Islamabad:
While anti-terrorism courts are starting to send back verdicts in cases of riot of May 9, political issues for Pakistan Tehreek-e-insaf (PTI) and its founding president, Imran Khan, are not only intellectuals but also enter a new phase of vulnerability.
The reported condemnation of a member in office of the National Assembly, among others, marks more than a simple legal precedent because it signals the start of an increasing pressure campaign on the party, just as it is carried out for another attempt to recover streets.
But before PTI could rekindle its street power, he must first struggle with three challenges of composition: to tighten legal nodes, a larger part of the internal disarray exacerbated by the imprisonment and isolation of Imran Khan, and an extended Gulf between the party and the powerful districts.
Together, these dynamics left the party politically disoriented, legally cornered and with a strategic drift.

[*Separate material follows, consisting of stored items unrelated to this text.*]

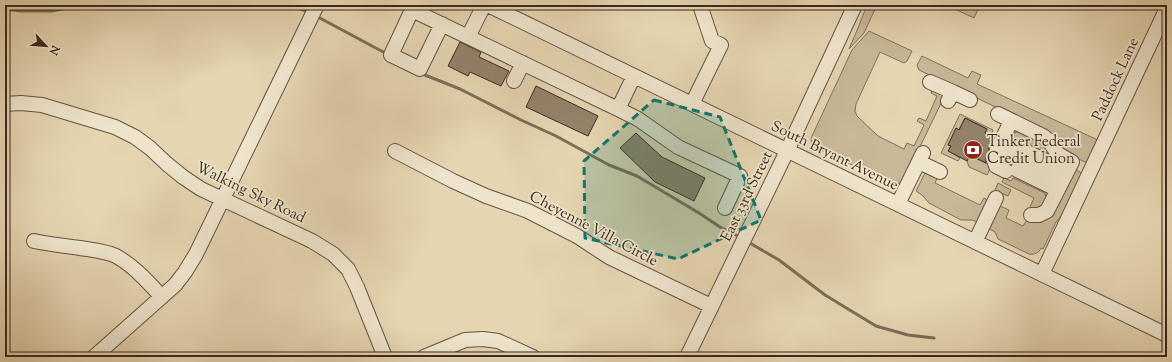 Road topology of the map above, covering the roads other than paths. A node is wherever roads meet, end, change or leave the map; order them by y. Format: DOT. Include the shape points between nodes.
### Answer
graph roads {
  1 [pos="317,5"];
  2 [pos="484,5"];
  3 [pos="488,5"];
  4 [pos="700,5"];
  5 [pos="851,6"];
  6 [pos="1167,8"];
  7 [pos="505,9"];
  8 [pos="442,24"];
  9 [pos="468,37"];
  10 [pos="523,64"];
  11 [pos="634,76"];
  12 [pos="514,81"];
  13 [pos="930,82"];
  14 [pos="970,100"];
  15 [pos="5,104"];
  16 [pos="692,104"];
  17 [pos="618,109"];
  18 [pos="998,114"];
  19 [pos="1012,120"];
  20 [pos="1005,134"];
  21 [pos="395,151"];
  22 [pos="787,151"];
  23 [pos="1017,161"];
  24 [pos="1091,171"];
  25 [pos="940,172"];
  26 [pos="1063,180"];
  27 [pos="223,199"];
  28 [pos="996,199"];
  29 [pos="898,204"];
  30 [pos="725,208"];
  31 [pos="1031,215"];
  32 [pos="34,241"];
  33 [pos="975,242"];
  34 [pos="1042,274"];
  35 [pos="162,297"];
  36 [pos="711,306"];
  37 [pos="1167,334"];
  38 [pos="94,357"];
  39 [pos="385,357"];
  40 [pos="424,357"];
  41 [pos="533,357"];
  42 [pos="687,357"];
  1 -- 27 [label="street"];
  2 -- 9 [label="street"];
  3 -- 7 [label="street, South Bryant Avenue"];
  4 -- 16 [label="street" via="712,41 721,45"];
  5 -- 22 [label="street, East 33rd Street"];
  6 -- 24 [label="street, Paddock Lane"];
  7 -- 11 [label="street, South Bryant Avenue"];
  8 -- 9 [label="street"];
  9 -- 10 [label="street"];
  10 -- 12 [label="street"];
  10 -- 17 [label="street"];
  11 -- 16 [label="street, South Bryant Avenue"];
  11 -- 17 [label="street"];
  13 -- 14 [label="street" via="950,97"];
  15 -- 27 [label="street, Walking Sky Road" via="42,106 115,127 135,137 201,189"];
  16 -- 22 [label="street, South Bryant Avenue"];
  17 -- 30 [label="street" via="638,119 678,147 740,176"];
  18 -- 19 [label="street"];
  19 -- 20 [label="street"];
  19 -- 26 [label="street" via="1049,141 1058,154"];
  20 -- 23 [label="street"];
  20 -- 23 [label="street" via="997,153 996,166"];
  21 -- 36 [label="street, Cheyenne Villa Circle" via="479,193 528,211 577,236 609,257"];
  22 -- 29 [label="street, South Bryant Avenue"];
  22 -- 36 [label="street, East 33rd Street"];
  23 -- 26 [label="street"];
  23 -- 26 [label="street"];
  24 -- 26 [label="street"];
  24 -- 34 [label="street, Paddock Lane"];
  25 -- 29 [label="street" via="921,158"];
  26 -- 31 [label="street" via="1047,211"];
  27 -- 35 [label="street" via="185,272"];
  27 -- 39 [label="street, Walking Sky Road" via="312,241 333,254 348,269"];
  28 -- 33 [label="street"];
  29 -- 33 [label="street, South Bryant Avenue"];
  32 -- 35 [label="street" via="114,255 135,269"];
  33 -- 34 [label="street, South Bryant Avenue"];
  34 -- 37 [label="street, South Bryant Avenue"];
  35 -- 38 [label="street"];
  36 -- 42 [label="street, East 33rd Street"];
  40 -- 41 [label="street" via="466,340 483,339 498,341"];
}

The violence of May 9, triggered by the arrest of the chief boss of PTI newly designated in a case of corruption, triggered unrest across the country, including unprecedented attacks against military facilities.
The state’s response was rapid and swept away, with a repression leading to the arrest of dozens of leaders and supporters, many of whom are now confronted with anti -terrorist accusations.
While convictions are starting to ride, political analysts think that the cost of staging fresh agitation increases day by day.
Ahmed Bilal Mehboob, president of the Pakistani Institute for Legislative Development and Transparency (Pildat), considers this as a central moment.
“The government and the establishment have become stronger and more confident, especially after the recent [Pak-India] The four-day war, “he said, adding” support for the agitation against the government and the establishment by PTI and its allies also underwent a new setback “.
Commenting on the convictions of convictions, the leader of the pidat noted that there was a greater probability for a more severe punishment for 9 people could accused, adding: “This judgment is indicative of the future trend of more difficult actions”.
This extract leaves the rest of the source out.